[[ SUPPLIED MATERIAL, beginning ]]

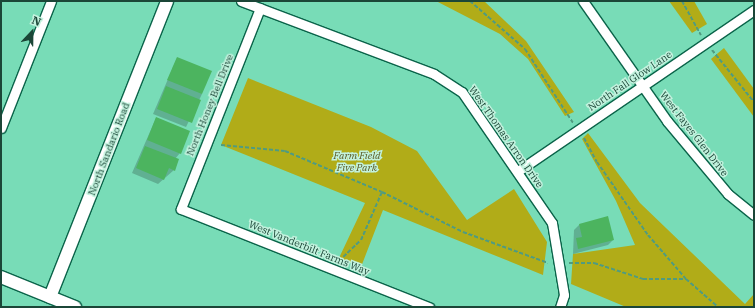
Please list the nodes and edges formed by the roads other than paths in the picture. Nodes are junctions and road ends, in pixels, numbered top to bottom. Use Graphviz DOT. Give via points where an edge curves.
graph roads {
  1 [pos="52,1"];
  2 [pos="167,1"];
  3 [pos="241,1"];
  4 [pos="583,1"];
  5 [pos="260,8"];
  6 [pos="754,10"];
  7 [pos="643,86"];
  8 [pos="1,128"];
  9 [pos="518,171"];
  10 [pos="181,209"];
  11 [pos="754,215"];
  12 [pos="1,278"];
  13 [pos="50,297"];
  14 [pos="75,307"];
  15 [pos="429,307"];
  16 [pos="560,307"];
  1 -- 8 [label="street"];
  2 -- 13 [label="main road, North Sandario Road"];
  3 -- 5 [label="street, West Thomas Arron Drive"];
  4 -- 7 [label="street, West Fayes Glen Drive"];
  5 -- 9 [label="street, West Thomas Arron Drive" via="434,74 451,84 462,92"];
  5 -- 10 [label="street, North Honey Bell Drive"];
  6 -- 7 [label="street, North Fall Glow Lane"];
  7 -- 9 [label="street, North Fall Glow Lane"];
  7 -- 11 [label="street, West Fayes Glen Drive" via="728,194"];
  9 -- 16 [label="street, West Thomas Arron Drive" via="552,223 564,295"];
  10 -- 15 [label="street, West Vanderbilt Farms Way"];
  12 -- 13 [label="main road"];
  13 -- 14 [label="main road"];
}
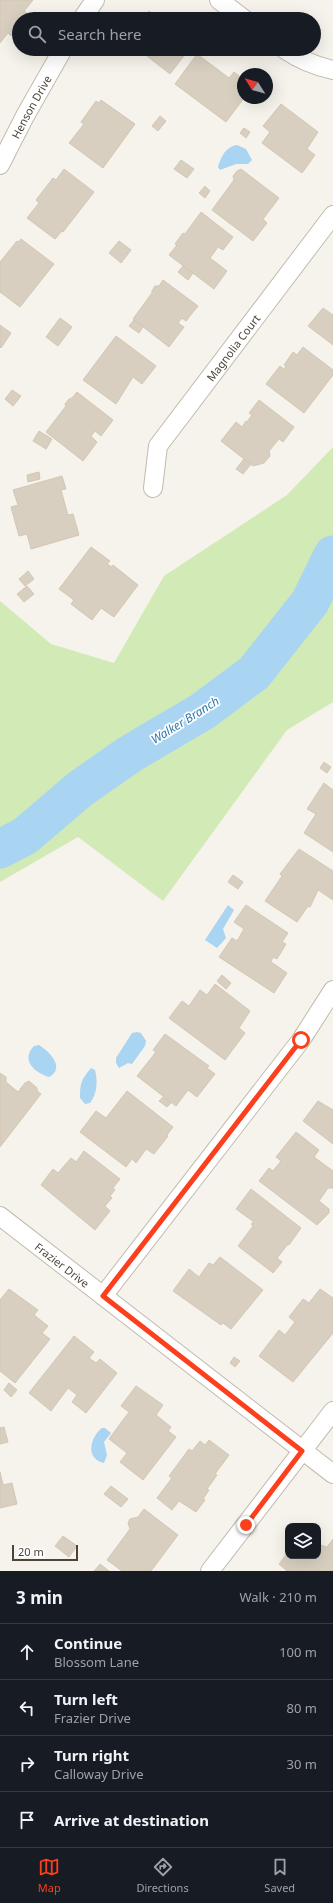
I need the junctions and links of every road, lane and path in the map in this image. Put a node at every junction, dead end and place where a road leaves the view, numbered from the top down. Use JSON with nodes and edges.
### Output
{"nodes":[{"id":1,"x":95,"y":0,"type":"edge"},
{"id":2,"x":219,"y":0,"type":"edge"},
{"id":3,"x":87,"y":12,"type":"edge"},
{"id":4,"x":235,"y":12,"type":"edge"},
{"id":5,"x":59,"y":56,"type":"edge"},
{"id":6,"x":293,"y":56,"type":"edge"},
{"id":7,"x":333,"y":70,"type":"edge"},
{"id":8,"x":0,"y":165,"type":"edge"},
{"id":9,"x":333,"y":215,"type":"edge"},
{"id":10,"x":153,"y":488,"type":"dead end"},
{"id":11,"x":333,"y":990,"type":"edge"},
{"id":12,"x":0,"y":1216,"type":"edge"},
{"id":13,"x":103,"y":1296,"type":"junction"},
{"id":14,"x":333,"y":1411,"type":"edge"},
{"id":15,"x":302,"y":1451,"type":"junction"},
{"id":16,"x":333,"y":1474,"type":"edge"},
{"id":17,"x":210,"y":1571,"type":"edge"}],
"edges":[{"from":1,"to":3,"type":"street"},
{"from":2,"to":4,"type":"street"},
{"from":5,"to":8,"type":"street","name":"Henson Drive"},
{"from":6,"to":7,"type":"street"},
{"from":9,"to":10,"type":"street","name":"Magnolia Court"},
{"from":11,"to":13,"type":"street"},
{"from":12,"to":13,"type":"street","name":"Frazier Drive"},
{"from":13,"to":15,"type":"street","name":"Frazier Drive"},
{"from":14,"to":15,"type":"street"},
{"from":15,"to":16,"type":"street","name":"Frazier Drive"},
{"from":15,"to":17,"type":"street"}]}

[[ SUPPLIED MATERIAL, end ]]

The data above are to be repeated word for word, with any pictures left out.

→ **RESPONSE TO THIS EXERCISE**:
Please list the nodes and edges formed by the roads other than paths in the picture. Nodes are junctions and road ends, in pixels, numbered top to bottom. Use Graphviz DOT. Give via points where an edge curves.
graph roads {
  1 [pos="52,1"];
  2 [pos="167,1"];
  3 [pos="241,1"];
  4 [pos="583,1"];
  5 [pos="260,8"];
  6 [pos="754,10"];
  7 [pos="643,86"];
  8 [pos="1,128"];
  9 [pos="518,171"];
  10 [pos="181,209"];
  11 [pos="754,215"];
  12 [pos="1,278"];
  13 [pos="50,297"];
  14 [pos="75,307"];
  15 [pos="429,307"];
  16 [pos="560,307"];
  1 -- 8 [label="street"];
  2 -- 13 [label="main road, North Sandario Road"];
  3 -- 5 [label="street, West Thomas Arron Drive"];
  4 -- 7 [label="street, West Fayes Glen Drive"];
  5 -- 9 [label="street, West Thomas Arron Drive" via="434,74 451,84 462,92"];
  5 -- 10 [label="street, North Honey Bell Drive"];
  6 -- 7 [label="street, North Fall Glow Lane"];
  7 -- 9 [label="street, North Fall Glow Lane"];
  7 -- 11 [label="street, West Fayes Glen Drive" via="728,194"];
  9 -- 16 [label="street, West Thomas Arron Drive" via="552,223 564,295"];
  10 -- 15 [label="street, West Vanderbilt Farms Way"];
  12 -- 13 [label="main road"];
  13 -- 14 [label="main road"];
}
I need the junctions and links of every road, lane and path in the map in this image. Put a node at every junction, dead end and place where a road leaves the view, numbered from the top down. Use JSON with nodes and edges.
### Output
{"nodes":[{"id":1,"x":95,"y":0,"type":"edge"},
{"id":2,"x":219,"y":0,"type":"edge"},
{"id":3,"x":87,"y":12,"type":"edge"},
{"id":4,"x":235,"y":12,"type":"edge"},
{"id":5,"x":59,"y":56,"type":"edge"},
{"id":6,"x":293,"y":56,"type":"edge"},
{"id":7,"x":333,"y":70,"type":"edge"},
{"id":8,"x":0,"y":165,"type":"edge"},
{"id":9,"x":333,"y":215,"type":"edge"},
{"id":10,"x":153,"y":488,"type":"dead end"},
{"id":11,"x":333,"y":990,"type":"edge"},
{"id":12,"x":0,"y":1216,"type":"edge"},
{"id":13,"x":103,"y":1296,"type":"junction"},
{"id":14,"x":333,"y":1411,"type":"edge"},
{"id":15,"x":302,"y":1451,"type":"junction"},
{"id":16,"x":333,"y":1474,"type":"edge"},
{"id":17,"x":210,"y":1571,"type":"edge"}],
"edges":[{"from":1,"to":3,"type":"street"},
{"from":2,"to":4,"type":"street"},
{"from":5,"to":8,"type":"street","name":"Henson Drive"},
{"from":6,"to":7,"type":"street"},
{"from":9,"to":10,"type":"street","name":"Magnolia Court"},
{"from":11,"to":13,"type":"street"},
{"from":12,"to":13,"type":"street","name":"Frazier Drive"},
{"from":13,"to":15,"type":"street","name":"Frazier Drive"},
{"from":14,"to":15,"type":"street"},
{"from":15,"to":16,"type":"street","name":"Frazier Drive"},
{"from":15,"to":17,"type":"street"}]}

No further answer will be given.